Think about harmony for a second. Harmony is when someone is singing one note and you sing a different note that sounds good with their note. Then, they sing a different note and you have to change your note to match theirs.

It changes. It's dynamic. And the change creates music.

The Root Note in Your Writing

I was talking with a friend who is struggling to find balance between his job, his writing, and his blog. “How do you find balance?” he asked.

I joked, “I mostly don't!”

But what I wish I had said was, stop trying to find balance. Instead find harmony. Pick a root note, a priority, a center for your life, and harmonize with it. If any activity, project, or social obligation doesn't harmonize with your root note, throw it out.

What activity, project, social obligation isn't bring harmony but dissonance to your life? How can you bring harmony to your life?

Who do You Serve

The way Keith finishes this post blows me away:

Writers serve one thing: stories. That's the root note of their creative life.

Everything else is packaging, performance and merchandising.

What's the root note of your creative life? Attention, money, art? Who are you serving? Yourself, your audience, your stories?

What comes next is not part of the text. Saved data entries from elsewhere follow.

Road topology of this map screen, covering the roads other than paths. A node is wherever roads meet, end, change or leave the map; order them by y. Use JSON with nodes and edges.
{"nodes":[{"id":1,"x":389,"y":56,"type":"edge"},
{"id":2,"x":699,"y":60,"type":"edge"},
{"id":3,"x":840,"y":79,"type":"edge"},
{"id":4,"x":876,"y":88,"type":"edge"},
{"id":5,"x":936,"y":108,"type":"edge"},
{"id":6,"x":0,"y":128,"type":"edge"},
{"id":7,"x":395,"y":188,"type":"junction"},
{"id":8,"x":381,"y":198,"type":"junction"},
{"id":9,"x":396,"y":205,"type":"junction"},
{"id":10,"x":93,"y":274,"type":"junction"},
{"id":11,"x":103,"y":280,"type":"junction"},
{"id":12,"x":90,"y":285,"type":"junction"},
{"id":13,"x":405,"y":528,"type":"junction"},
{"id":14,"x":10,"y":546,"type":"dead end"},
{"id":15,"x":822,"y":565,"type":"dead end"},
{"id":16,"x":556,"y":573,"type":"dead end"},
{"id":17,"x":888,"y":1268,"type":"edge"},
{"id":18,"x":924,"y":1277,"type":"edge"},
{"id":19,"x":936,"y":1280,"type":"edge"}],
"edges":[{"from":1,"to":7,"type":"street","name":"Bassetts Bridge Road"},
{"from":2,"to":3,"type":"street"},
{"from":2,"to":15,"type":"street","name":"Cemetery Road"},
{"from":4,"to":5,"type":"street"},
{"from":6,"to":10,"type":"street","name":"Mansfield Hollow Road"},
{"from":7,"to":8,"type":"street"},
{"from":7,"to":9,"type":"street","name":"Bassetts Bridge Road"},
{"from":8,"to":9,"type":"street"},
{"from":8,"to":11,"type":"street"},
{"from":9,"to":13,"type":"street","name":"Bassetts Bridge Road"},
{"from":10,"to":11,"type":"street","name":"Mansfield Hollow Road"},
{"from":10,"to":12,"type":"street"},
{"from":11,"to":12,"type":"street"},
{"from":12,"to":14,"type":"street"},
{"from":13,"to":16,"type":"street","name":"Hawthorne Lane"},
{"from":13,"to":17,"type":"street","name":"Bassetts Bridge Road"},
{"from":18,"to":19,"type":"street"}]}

If you want to learn more about balance, harmony, and creativity, subscribe to Keith Jennings' weekly newsletter, Root Notes.

PRACTICE

No practice in the comments section today. Instead, spend some time serving your stories. Work on your work in progress and give it everything you have.

Have fun!

Joe Bunting is an author and the leader of The Write Practice community. He is also the author of the new book Crowdsourcing Paris, a real life adventure story set in France. It was a #1 New Release on Amazon. Follow him on Instagram (@jhbunting).

Want best-seller coaching? Book Joe here.

3
Share to...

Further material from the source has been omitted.